We still have homes to heat, lights to keep on and businesses to run. As a region, we have committed to reducing our greenhouse gases. Our efforts are a model for the rest of the country. Climate change demands that we reduce emissions at least 75% below 1990 levels by 2050. To meet this challenge, Vermont has set a goal of meeting 90% of all its power needs with renewable sources by 2050. If and how natural gas fits into this equation is one of the biggest energy challenges of the next decade.
Once touted as a panacea and a “bridge fuel,” the exuberance for natural gas is tarnishing. Pollution from gas leaks during transmission and extraction threaten to eliminate any of the possible climate benefits from natural gas burning cleaner than oil. But reliance on natural gas, at least in the short term, is not likely to go away. Most of southern New England relies on gas for heating. During the very cold days last winter, high demand for gas drove up short-term prices to record levels. These price spikes have fed a frenzy of cries for new pipelines.
The real challenge lies in reducing our overall reliance on gas. It is not an option to use as much gas decades from now as we use today.
The actions we take now in terms of gas pipelines or new gas supplies need to foster the transition to the next generation of cleaner supplies. Our clean energy transformation will not occur if all our energy dollars continue to prop up old technology and fossil fuels.
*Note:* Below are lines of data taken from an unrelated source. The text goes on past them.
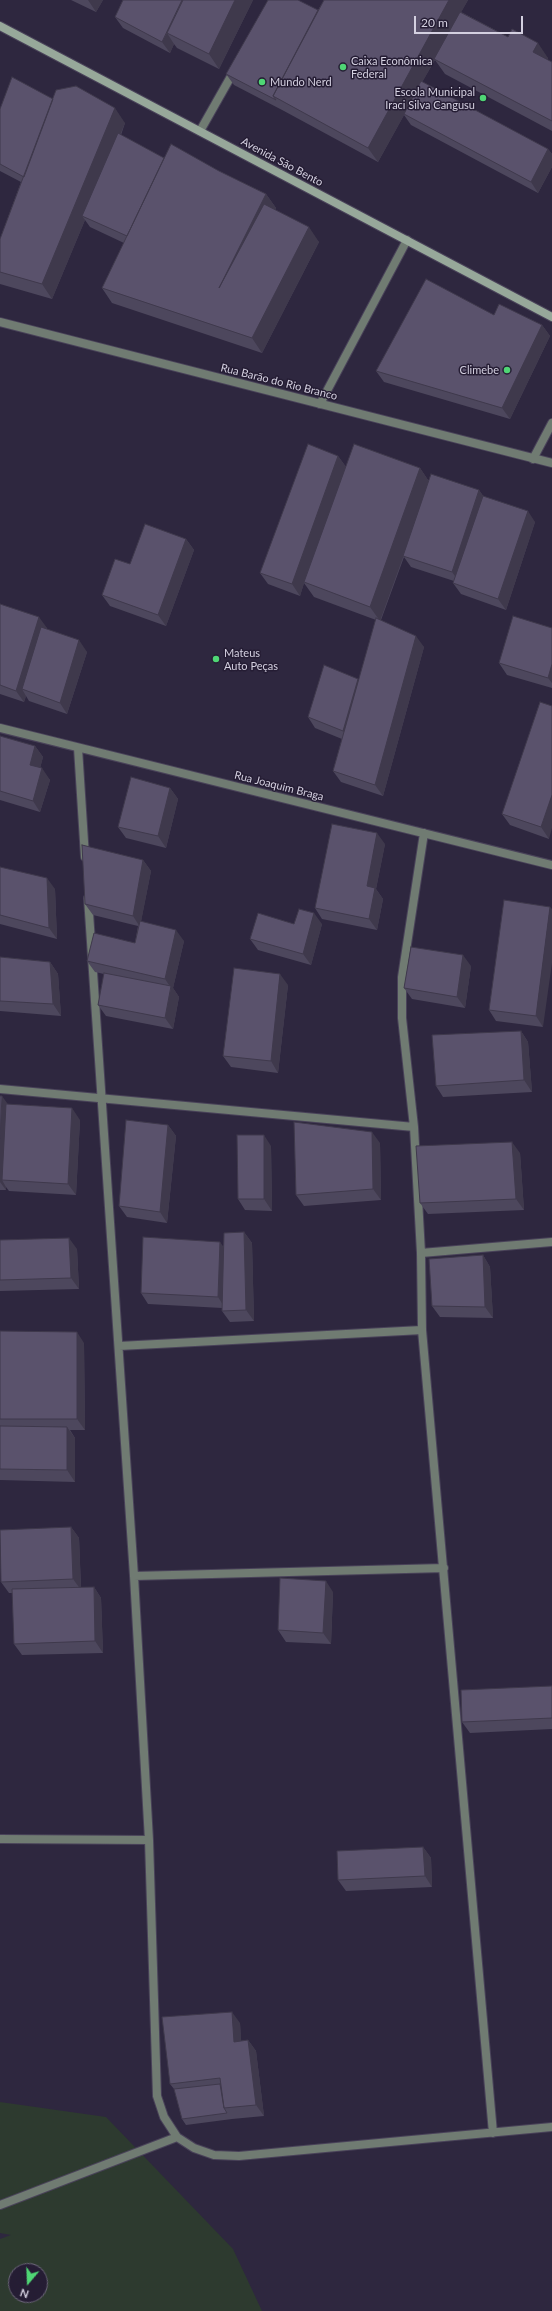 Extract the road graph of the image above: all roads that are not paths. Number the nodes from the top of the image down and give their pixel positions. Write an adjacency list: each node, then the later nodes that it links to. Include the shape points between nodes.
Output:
1 (0, 26): 3 (main road, Avenida São Bento)
2 (240, 62): 3 (street)
3 (200, 131): 4 (main road, Avenida São Bento)
4 (407, 240): 5 (main road, Avenida São Bento); 7 (street)
5 (552, 317)
6 (0, 322): 7 (street, Rua Barão do Rio Branco)
7 (320, 404): 9 (street, Rua Barão do Rio Branco)
8 (552, 423): 9 (street)
9 (533, 459): 10 (street, Rua Barão do Rio Branco)
10 (552, 463)
11 (0, 728): 12 (street, Rua Joaquim Braga)
12 (78, 748): 13 (street, Rua Joaquim Braga); 15 (street)
13 (424, 833): 14 (street, Rua Joaquim Braga); 19 (street, via 402,977 402,1018)
14 (552, 865)
15 (86, 867)
16 (88, 891): 18 (street)
17 (0, 1089): 18 (street)
18 (102, 1098): 19 (street); 23 (street)
19 (414, 1127): 21 (street)
20 (552, 1242): 21 (street)
21 (421, 1253): 22 (street)
22 (422, 1330): 23 (street); 24 (street)
23 (119, 1346): 25 (street)
24 (444, 1568): 25 (street); 29 (street)
25 (134, 1576): 27 (street)
26 (0, 1839): 27 (street)
27 (150, 1840): 30 (street, via 157,2096 164,2117)
28 (552, 2127): 29 (street)
29 (493, 2133): 30 (street, via 239,2156 214,2155 194,2148)
30 (177, 2137): 31 (street)
31 (0, 2205)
The model Vermont created with energy efficiency holds promise for our next clean energy transformation – transitioning away from fossil fuels. For pennies a day our investments in energy efficiency have saved money, reduced pollution and allowed us to avoid building expensive new electric power plants.
As we look at gas supply we can see that making wise use of our existing pipelines is a good place to start. We can make sure the pipeline capacity we already have is being well utilized before leaping to build expensive new pipelines as NESCOE contemplated. This starts with fixing leaks and creating opportunities for storage or contracts to address the few hours of a few days of high demand in the winter.
If new pipeline capacity is added, its lifespan should be limited. To move away from fossil fuels by 2050, any permit for a new or expanded pipeline should expire in 2050. We must recognize the useful life of a new pipeline and not allow it to saddle customers with costs and pollution for decades to come.
Any pipeline capacity increase should include a “system transformation charge.” Similar to the energy efficiency charge, this would recapture a portion of the expected economic savings and use those funds to enable more energy efficiency and renewable power supplies. These funds would allow customers to reduce their reliance on fossil fuels each year, making the possibility of using natural gas as a “bridge fuel” a reality.
A clean energy transformation is in reach. Vermont and New England can lead the way leaving cleaner air and a healthier planet for ourselves and for generations to come.